When they tell you: “We should totally hang out!” and you are flattered and say, yes, let’s hang out! Until you discover that they don’t really mean it when they say it. As a friend explained to me, it’s “a form of social interaction.” You also end up realizing that when people enforce their invitations with the adverb “totally,” they might not be genuine.
When you invite someone over and they tell you: “Sounds lovely!” but never really get back to you, because they don’t want to directly decline your invitation.
In New York, saying a straightforward “No” is rude. In Italy, not saying a straightforward “No” is rude.
What’s the problem with being straightforward? Simple: it can lead to awkwardness, which people in the States would do anything to avoid experiencing. In Italy, people would not care, because they probably don’t even know what this feeling is about. So I came up with a solution: Awkward-phobic Americans should take a vacation to Italy.

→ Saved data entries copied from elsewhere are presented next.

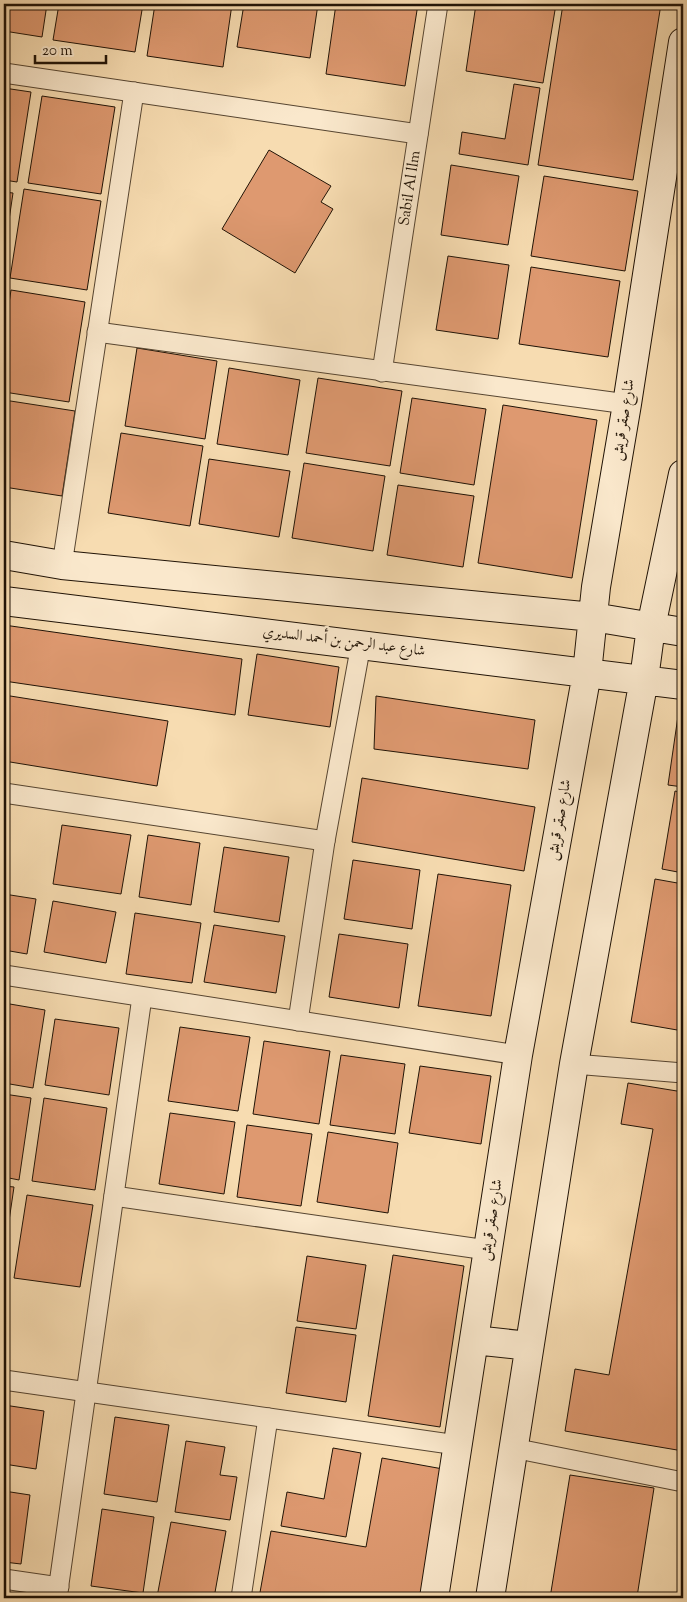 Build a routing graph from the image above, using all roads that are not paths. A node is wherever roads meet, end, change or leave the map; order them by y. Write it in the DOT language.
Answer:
graph roads {
  1 [pos="438,4"];
  2 [pos="683,42"];
  3 [pos="4,73"];
  4 [pos="134,92"];
  5 [pos="418,134"];
  6 [pos="97,332"];
  7 [pos="382,372"];
  8 [pos="627,404"];
  9 [pos="683,474"];
  10 [pos="4,555"];
  11 [pos="62,565"];
  12 [pos="4,601"];
  13 [pos="593,617"];
  14 [pos="651,627"];
  15 [pos="683,632"];
  16 [pos="361,644"];
  17 [pos="587,673"];
  18 [pos="644,679"];
  19 [pos="683,685"];
  20 [pos="4,793"];
  21 [pos="325,841"];
  22 [pos="4,975"];
  23 [pos="142,997"];
  24 [pos="298,1021"];
  25 [pos="518,1055"];
  26 [pos="574,1064"];
  27 [pos="683,1073"];
  28 [pos="114,1196"];
  29 [pos="487,1250"];
  30 [pos="474,1340"];
  31 [pos="529,1346"];
  32 [pos="4,1380"];
  33 [pos="86,1392"];
  34 [pos="268,1418"];
  35 [pos="457,1445"];
  36 [pos="513,1448"];
  37 [pos="683,1482"];
  38 [pos="4,1579"];
  39 [pos="58,1593"];
  40 [pos="241,1598"];
  41 [pos="434,1598"];
  42 [pos="490,1598"];
  1 -- 5 [label="street, Sabil Al llm"];
  2 -- 8 [label="street, شارع صقر قريش"];
  3 -- 4 [label="street"];
  4 -- 5 [label="street"];
  4 -- 6 [label="street"];
  5 -- 7 [label="street, Sabil Al llm"];
  6 -- 7 [label="street"];
  6 -- 11 [label="street"];
  7 -- 8 [label="street"];
  8 -- 13 [label="street, شارع صقر قريش"];
  9 -- 14 [label="street"];
  10 -- 11 [label="street"];
  11 -- 13 [label="street"];
  12 -- 16 [label="street, شارع عبد الرحمن بن أحمد السديري"];
  13 -- 14 [label="street"];
  13 -- 17 [label="street, شارع صقر قريش"];
  14 -- 15 [label="street"];
  14 -- 18 [label="street"];
  16 -- 17 [label="street, شارع عبد الرحمن بن أحمد السديري"];
  16 -- 21 [label="street"];
  17 -- 18 [label="street, شارع عبد الرحمن بن أحمد السديري"];
  17 -- 25 [label="street, شارع صقر قريش"];
  18 -- 19 [label="street, شارع عبد الرحمن بن أحمد السديري"];
  18 -- 26 [label="street"];
  20 -- 21 [label="street"];
  21 -- 24 [label="street"];
  22 -- 23 [label="street"];
  23 -- 24 [label="street"];
  23 -- 28 [label="street"];
  24 -- 25 [label="street"];
  25 -- 29 [label="street, شارع صقر قريش"];
  26 -- 27 [label="street"];
  26 -- 31 [label="street"];
  28 -- 29 [label="street"];
  28 -- 33 [label="street"];
  29 -- 30 [label="street, شارع صقر قريش"];
  30 -- 31 [label="street"];
  30 -- 35 [label="street, شارع صقر قريش"];
  31 -- 36 [label="street"];
  32 -- 33 [label="street"];
  33 -- 34 [label="street"];
  33 -- 39 [label="street"];
  34 -- 35 [label="street"];
  34 -- 40 [label="street"];
  35 -- 41 [label="street, شارع صقر قريش"];
  36 -- 37 [label="street"];
  36 -- 42 [label="street"];
  38 -- 39 [label="street"];
}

Walk into a store by the Duomo in Milan and openly tell the salesperson that you don’t like the dress they want you to try on. Take the tram in Rome, say hi to your friend, then continue reading your book. Receive an invitation to a party in Florence and, instead of ignoring your host, reply that you have already made plans for that night.
While the Americans work out their issues in Italy, I’ll stay in my beloved Big Apple and enjoy all the things that I wouldn’t have in my home country: the smiles I share with strangers in the street, the “How are you’s” with no answer, the fast-paced lifestyle I love, the diversity, the employment rate, the greatness of it all. And, who knows, maybe one day I’ll start feeling awkward, too.